• How to complete this task: Text in the records must be reproduced exactly, and pictures must be skipped.

• Material shown:
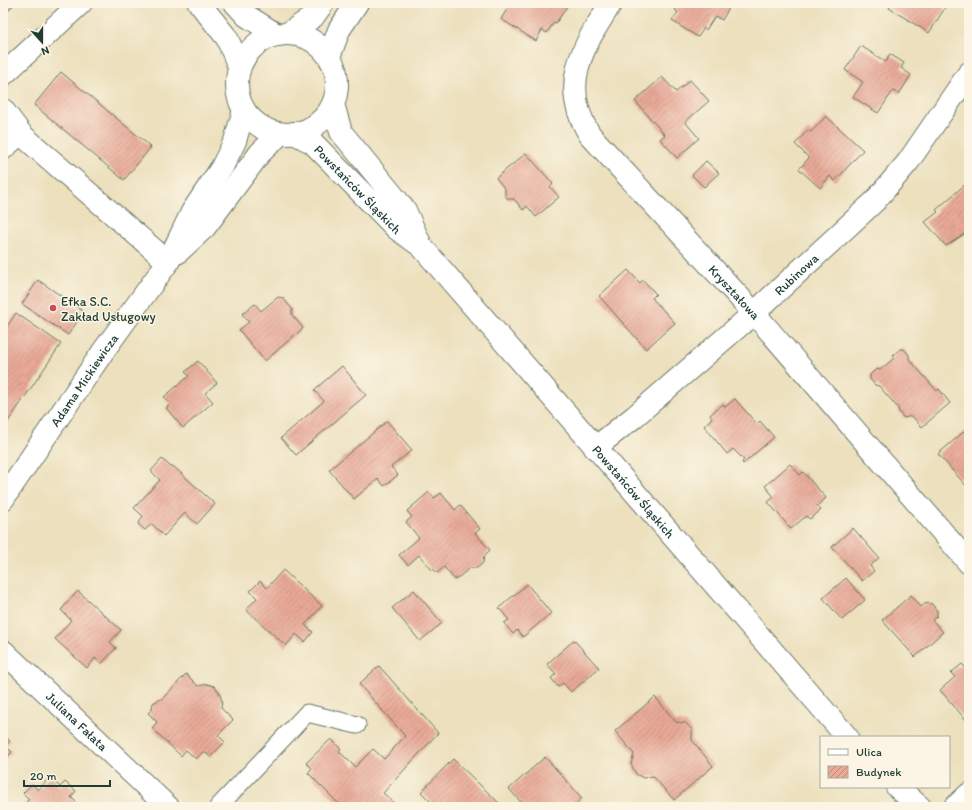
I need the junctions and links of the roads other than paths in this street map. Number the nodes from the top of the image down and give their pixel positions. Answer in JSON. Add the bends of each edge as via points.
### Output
{"nodes":[{"id":1,"x":81,"y":3,"type":"edge"},
{"id":2,"x":199,"y":3,"type":"edge"},
{"id":3,"x":235,"y":3,"type":"edge"},
{"id":4,"x":323,"y":3,"type":"edge"},
{"id":5,"x":357,"y":3,"type":"edge"},
{"id":6,"x":611,"y":3,"type":"edge"},
{"id":7,"x":282,"y":34,"type":"junction"},
{"id":8,"x":329,"y":57,"type":"junction"},
{"id":9,"x":239,"y":67,"type":"junction"},
{"id":10,"x":969,"y":73,"type":"edge"},
{"id":11,"x":3,"y":75,"type":"edge"},
{"id":12,"x":962,"y":99,"type":"edge"},
{"id":13,"x":333,"y":104,"type":"junction"},
{"id":14,"x":3,"y":110,"type":"edge"},
{"id":15,"x":244,"y":110,"type":"junction"},
{"id":16,"x":287,"y":134,"type":"junction"},
{"id":17,"x":22,"y":135,"type":"junction"},
{"id":18,"x":3,"y":152,"type":"edge"},
{"id":19,"x":421,"y":246,"type":"junction"},
{"id":20,"x":168,"y":262,"type":"junction"},
{"id":21,"x":754,"y":313,"type":"junction"},
{"id":22,"x":595,"y":448,"type":"junction"},
{"id":23,"x":3,"y":499,"type":"edge"},
{"id":24,"x":969,"y":563,"type":"edge"},
{"id":25,"x":3,"y":651,"type":"edge"},
{"id":26,"x":357,"y":725,"type":"dead end"},
{"id":27,"x":846,"y":736,"type":"edge"},
{"id":28,"x":898,"y":788,"type":"edge"},
{"id":29,"x":969,"y":794,"type":"edge"},
{"id":30,"x":168,"y":807,"type":"edge"},
{"id":31,"x":218,"y":807,"type":"edge"},
{"id":32,"x":920,"y":807,"type":"edge"},
{"id":33,"x":955,"y":807,"type":"edge"}],
"edges":[{"from":1,"to":11,"type":"street"},
{"from":2,"to":9,"type":"street","via":[[227,38]]},
{"from":3,"to":7,"type":"street","via":[[247,16]]},
{"from":4,"to":7,"type":"street","via":[[313,17]]},
{"from":5,"to":8,"type":"street","via":[[340,30]]},
{"from":6,"to":21,"type":"street","name":"Kryształowa","via":[[588,39],[578,61],[576,101],[581,121],[590,135]]},
{"from":7,"to":8,"type":"street","via":[[304,37],[318,45]]},
{"from":7,"to":9,"type":"street","via":[[261,41],[248,52]]},
{"from":8,"to":13,"type":"street","via":[[336,72],[337,89]]},
{"from":9,"to":15,"type":"street","via":[[237,90]]},
{"from":10,"to":12,"type":"street","name":"Rubinowa"},
{"from":12,"to":21,"type":"street","name":"Rubinowa","via":[[875,201]]},
{"from":13,"to":16,"type":"street","via":[[317,124]]},
{"from":13,"to":19,"type":"street","name":"Powstańców Śląskich","via":[[340,132],[405,210]]},
{"from":14,"to":17,"type":"street"},
{"from":15,"to":16,"type":"street","via":[[254,122],[266,130]]},
{"from":15,"to":20,"type":"street","name":"Adama Mickiewicza","via":[[235,141],[192,212]]},
{"from":16,"to":19,"type":"street","name":"Powstańców Śląskich","via":[[313,143],[397,229]]},
{"from":16,"to":20,"type":"street","name":"Adama Mickiewicza","via":[[260,153],[205,227]]},
{"from":17,"to":18,"type":"lane"},
{"from":17,"to":20,"type":"street"},
{"from":19,"to":22,"type":"street","name":"Powstańców Śląskich"},
{"from":20,"to":23,"type":"street","name":"Adama Mickiewicza","via":[[104,350]]},
{"from":21,"to":22,"type":"street","name":"Rubinowa"},
{"from":21,"to":24,"type":"street","name":"Kryształowa"},
{"from":22,"to":27,"type":"street","name":"Powstańców Śląskich"},
{"from":25,"to":30,"type":"street","name":"Juliana Fałata"},
{"from":26,"to":31,"type":"lane","via":[[307,713]]},
{"from":28,"to":32,"type":"street"},
{"from":29,"to":33,"type":"street"}]}
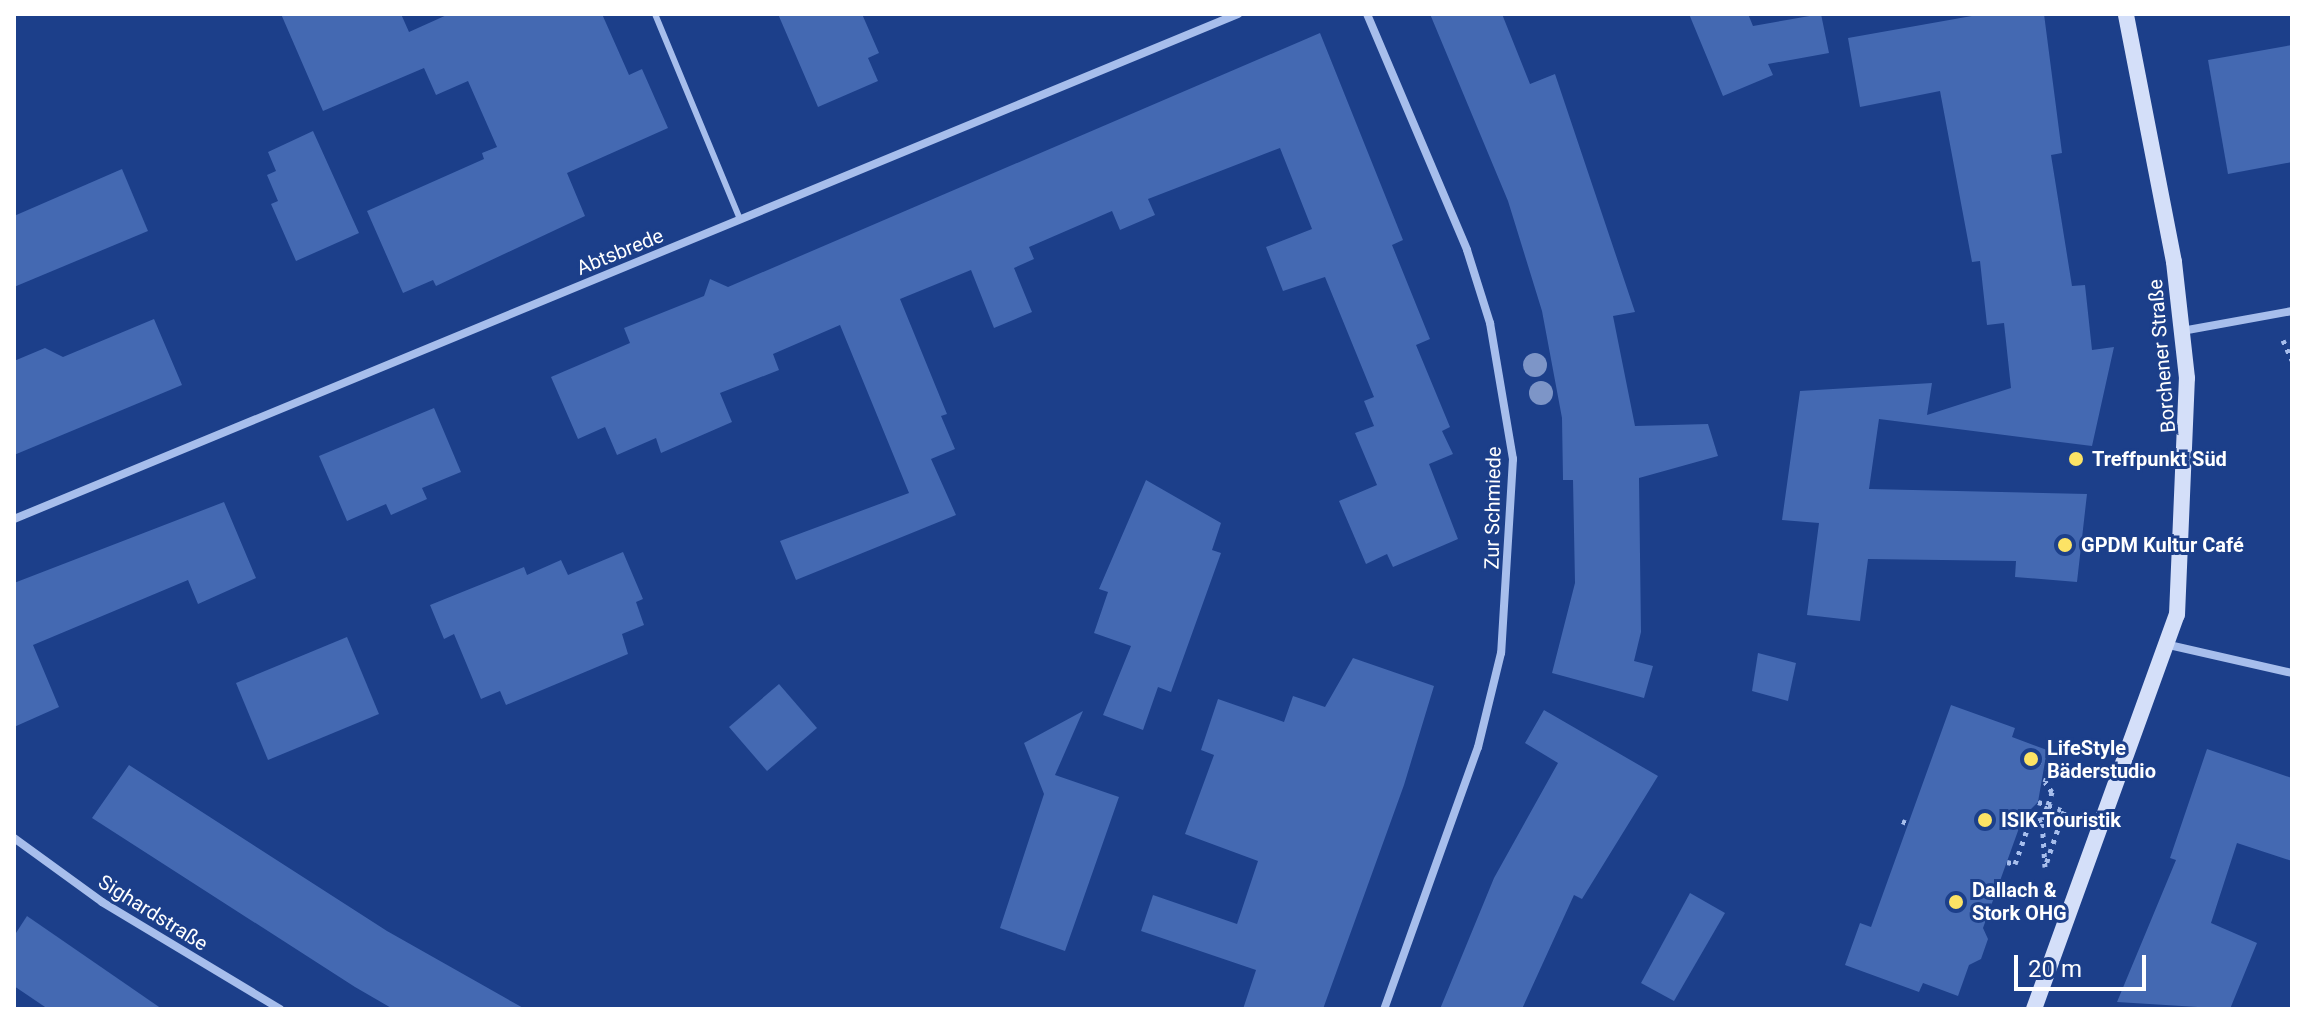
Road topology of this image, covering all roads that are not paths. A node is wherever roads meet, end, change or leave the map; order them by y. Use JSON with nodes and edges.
{"nodes":[{"id":1,"x":655,"y":14,"type":"edge"},
{"id":2,"x":1238,"y":14,"type":"edge"},
{"id":3,"x":1367,"y":14,"type":"edge"},
{"id":4,"x":2126,"y":14,"type":"edge"},
{"id":5,"x":740,"y":219,"type":"junction"},
{"id":6,"x":2292,"y":311,"type":"edge"},
{"id":7,"x":2182,"y":331,"type":"junction"},
{"id":8,"x":14,"y":519,"type":"edge"},
{"id":9,"x":2169,"y":645,"type":"junction"},
{"id":10,"x":2292,"y":673,"type":"edge"},
{"id":11,"x":14,"y":838,"type":"edge"},
{"id":12,"x":280,"y":1009,"type":"edge"},
{"id":13,"x":1384,"y":1009,"type":"edge"},
{"id":14,"x":2034,"y":1009,"type":"edge"}],
"edges":[{"from":1,"to":5,"type":"lane"},
{"from":2,"to":5,"type":"street","name":"Abtsbrede"},
{"from":3,"to":13,"type":"street","name":"Zur Schmiede"},
{"from":4,"to":7,"type":"main road","name":"Borchener Straße"},
{"from":5,"to":8,"type":"street","name":"Abtsbrede"},
{"from":6,"to":7,"type":"street"},
{"from":7,"to":9,"type":"main road","name":"Borchener Straße"},
{"from":9,"to":10,"type":"street"},
{"from":9,"to":14,"type":"main road","name":"Borchener Straße"},
{"from":11,"to":12,"type":"street","name":"Sighardstraße"}]}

• Response to the exercise:
I need the junctions and links of the roads other than paths in this street map. Number the nodes from the top of the image down and give their pixel positions. Answer in JSON. Add the bends of each edge as via points.
### Output
{"nodes":[{"id":1,"x":81,"y":3,"type":"edge"},
{"id":2,"x":199,"y":3,"type":"edge"},
{"id":3,"x":235,"y":3,"type":"edge"},
{"id":4,"x":323,"y":3,"type":"edge"},
{"id":5,"x":357,"y":3,"type":"edge"},
{"id":6,"x":611,"y":3,"type":"edge"},
{"id":7,"x":282,"y":34,"type":"junction"},
{"id":8,"x":329,"y":57,"type":"junction"},
{"id":9,"x":239,"y":67,"type":"junction"},
{"id":10,"x":969,"y":73,"type":"edge"},
{"id":11,"x":3,"y":75,"type":"edge"},
{"id":12,"x":962,"y":99,"type":"edge"},
{"id":13,"x":333,"y":104,"type":"junction"},
{"id":14,"x":3,"y":110,"type":"edge"},
{"id":15,"x":244,"y":110,"type":"junction"},
{"id":16,"x":287,"y":134,"type":"junction"},
{"id":17,"x":22,"y":135,"type":"junction"},
{"id":18,"x":3,"y":152,"type":"edge"},
{"id":19,"x":421,"y":246,"type":"junction"},
{"id":20,"x":168,"y":262,"type":"junction"},
{"id":21,"x":754,"y":313,"type":"junction"},
{"id":22,"x":595,"y":448,"type":"junction"},
{"id":23,"x":3,"y":499,"type":"edge"},
{"id":24,"x":969,"y":563,"type":"edge"},
{"id":25,"x":3,"y":651,"type":"edge"},
{"id":26,"x":357,"y":725,"type":"dead end"},
{"id":27,"x":846,"y":736,"type":"edge"},
{"id":28,"x":898,"y":788,"type":"edge"},
{"id":29,"x":969,"y":794,"type":"edge"},
{"id":30,"x":168,"y":807,"type":"edge"},
{"id":31,"x":218,"y":807,"type":"edge"},
{"id":32,"x":920,"y":807,"type":"edge"},
{"id":33,"x":955,"y":807,"type":"edge"}],
"edges":[{"from":1,"to":11,"type":"street"},
{"from":2,"to":9,"type":"street","via":[[227,38]]},
{"from":3,"to":7,"type":"street","via":[[247,16]]},
{"from":4,"to":7,"type":"street","via":[[313,17]]},
{"from":5,"to":8,"type":"street","via":[[340,30]]},
{"from":6,"to":21,"type":"street","name":"Kryształowa","via":[[588,39],[578,61],[576,101],[581,121],[590,135]]},
{"from":7,"to":8,"type":"street","via":[[304,37],[318,45]]},
{"from":7,"to":9,"type":"street","via":[[261,41],[248,52]]},
{"from":8,"to":13,"type":"street","via":[[336,72],[337,89]]},
{"from":9,"to":15,"type":"street","via":[[237,90]]},
{"from":10,"to":12,"type":"street","name":"Rubinowa"},
{"from":12,"to":21,"type":"street","name":"Rubinowa","via":[[875,201]]},
{"from":13,"to":16,"type":"street","via":[[317,124]]},
{"from":13,"to":19,"type":"street","name":"Powstańców Śląskich","via":[[340,132],[405,210]]},
{"from":14,"to":17,"type":"street"},
{"from":15,"to":16,"type":"street","via":[[254,122],[266,130]]},
{"from":15,"to":20,"type":"street","name":"Adama Mickiewicza","via":[[235,141],[192,212]]},
{"from":16,"to":19,"type":"street","name":"Powstańców Śląskich","via":[[313,143],[397,229]]},
{"from":16,"to":20,"type":"street","name":"Adama Mickiewicza","via":[[260,153],[205,227]]},
{"from":17,"to":18,"type":"lane"},
{"from":17,"to":20,"type":"street"},
{"from":19,"to":22,"type":"street","name":"Powstańców Śląskich"},
{"from":20,"to":23,"type":"street","name":"Adama Mickiewicza","via":[[104,350]]},
{"from":21,"to":22,"type":"street","name":"Rubinowa"},
{"from":21,"to":24,"type":"street","name":"Kryształowa"},
{"from":22,"to":27,"type":"street","name":"Powstańców Śląskich"},
{"from":25,"to":30,"type":"street","name":"Juliana Fałata"},
{"from":26,"to":31,"type":"lane","via":[[307,713]]},
{"from":28,"to":32,"type":"street"},
{"from":29,"to":33,"type":"street"}]}
Road topology of this image, covering all roads that are not paths. A node is wherever roads meet, end, change or leave the map; order them by y. Use JSON with nodes and edges.
{"nodes":[{"id":1,"x":655,"y":14,"type":"edge"},
{"id":2,"x":1238,"y":14,"type":"edge"},
{"id":3,"x":1367,"y":14,"type":"edge"},
{"id":4,"x":2126,"y":14,"type":"edge"},
{"id":5,"x":740,"y":219,"type":"junction"},
{"id":6,"x":2292,"y":311,"type":"edge"},
{"id":7,"x":2182,"y":331,"type":"junction"},
{"id":8,"x":14,"y":519,"type":"edge"},
{"id":9,"x":2169,"y":645,"type":"junction"},
{"id":10,"x":2292,"y":673,"type":"edge"},
{"id":11,"x":14,"y":838,"type":"edge"},
{"id":12,"x":280,"y":1009,"type":"edge"},
{"id":13,"x":1384,"y":1009,"type":"edge"},
{"id":14,"x":2034,"y":1009,"type":"edge"}],
"edges":[{"from":1,"to":5,"type":"lane"},
{"from":2,"to":5,"type":"street","name":"Abtsbrede"},
{"from":3,"to":13,"type":"street","name":"Zur Schmiede"},
{"from":4,"to":7,"type":"main road","name":"Borchener Straße"},
{"from":5,"to":8,"type":"street","name":"Abtsbrede"},
{"from":6,"to":7,"type":"street"},
{"from":7,"to":9,"type":"main road","name":"Borchener Straße"},
{"from":9,"to":10,"type":"street"},
{"from":9,"to":14,"type":"main road","name":"Borchener Straße"},
{"from":11,"to":12,"type":"street","name":"Sighardstraße"}]}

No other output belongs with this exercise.